I’ve subscribed to the New Bedford Standard-Times since I moved back to Massachusetts in 2012, through round after round of layoffs, as the paper has literally gotten smaller for the same price, but today I finally canceled after getting a letter telling me my subscription cost could go up 35% in the next year.
At issue are “premium editions,” the brainchild of profit-over-all corporate owners at GateHouse Media, a subsidiary of Fortress Investment Group. At right is a “premium edition” Lens with 2014 campaign coverage. The content is fine, but it illustrates the scam: Shouldn’t campaign coverage come with my subscription price, not cost an extra $5? As Dan Kennedy has documented, they’ve already been the subject of a since-settled class-action lawsuit. But instead of backing down from “premium editions,” GateHouse is now explicitly forcing subscribers to choose: Agree to be charged for them, or cancel your subscription.
The letter begins “As your hometown paper,” although the return address is a PO box in Middletown, NY, 243 miles from New Bedford. It informs me I could be charged $5 each for up to 16 “premium editions” per year. That could be as much as $80, or a 35% premium on my $228.80 annual subscription charges, itself a hefty price to pay for Sunday-only delivery with online access.
Here’s the letter:
I wrote about the decline of the Standard-Times back in 2014 and it all holds true today:
TheStandard-Times has been hammered by round after round of layoffs with the latest hitting just two months ago. Nationwide, a Pew Research Center report shows newspaper editorial employment has fallen by a third in just the last 15 years.

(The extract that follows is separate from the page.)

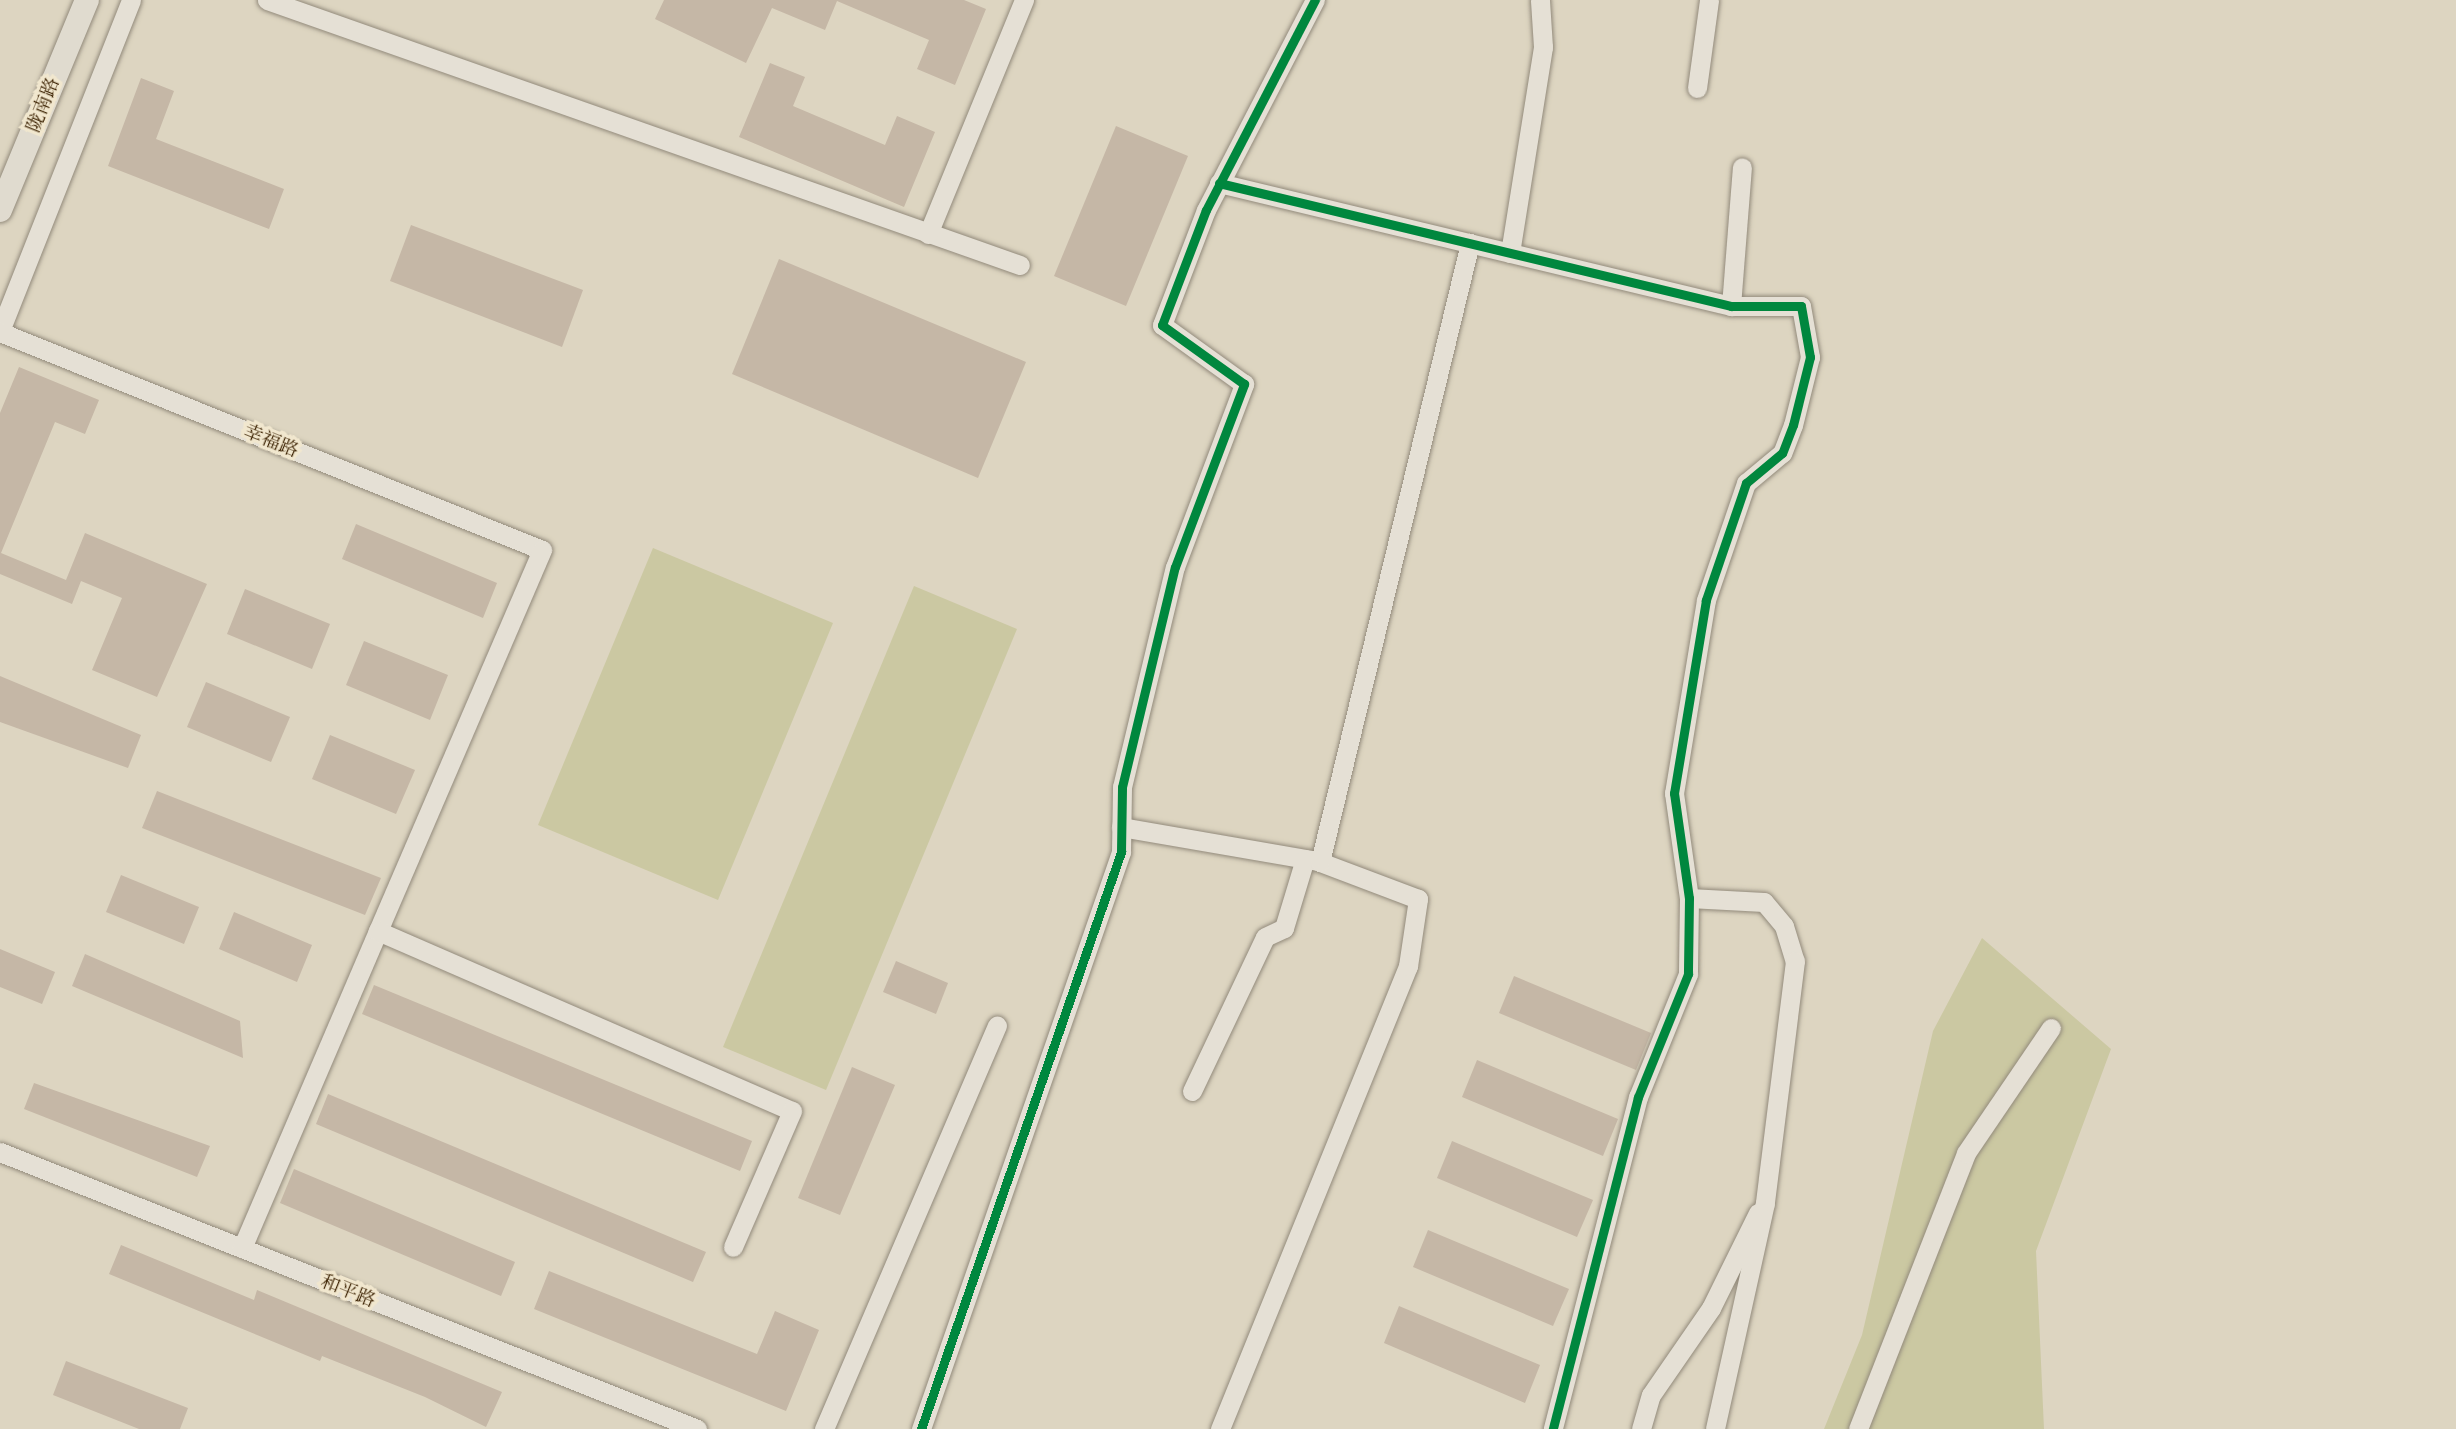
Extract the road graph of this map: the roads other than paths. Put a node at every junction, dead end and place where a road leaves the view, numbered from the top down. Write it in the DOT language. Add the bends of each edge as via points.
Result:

But here’s the thing: The Standard-Times isn’t losing money – it’s profitable. It just wasn’t making enough money for its corporate owners, so the layoff ax swung. Remaining staffers are being asked to do the jobs of several people and subscribers are being asked to pay the same price for a product of lesser quality. No wonder CareerCast.com ranked newspaper reporter last out of 200 career fields, below dishwasher, oil rig worker and lumberjack.
A similar story is playing out at the nearby Providence Journal. As Dean Starkman has documented, the paper’s corporate owners have been laying off newsroom staff to fund huge executive bonuses. Its op-ed page has turned into a haven of climate science denial and I’ve heard the editorial page editor tells people that’s by design, that playing to the lowest common controversy makes for good reading.
Declining newspaper readership rates are often covered as proof of the declining literacy among the American public. But readers know when they’re being sold an inferior product.
There have been some glimmers of hope on the local newspaper scene with the Worcester Sun launching a print edition and the Boston Globe getting a shot in the arm from the local ownership of John Henry. But Henry’s profit-seeking has hurt the product as a new printing facility has been a total disaster and a switch to a new delivery service blew up in the Globe’s face. Elsewhere, the Attleboro-based Sun Chronicle has cut back to six days.
I still have my Sunday-only & online subscription to the Globe, but I hope GateHouse gives up on its “premium editions” so I can resume my subscription and get the product I want for a fair price.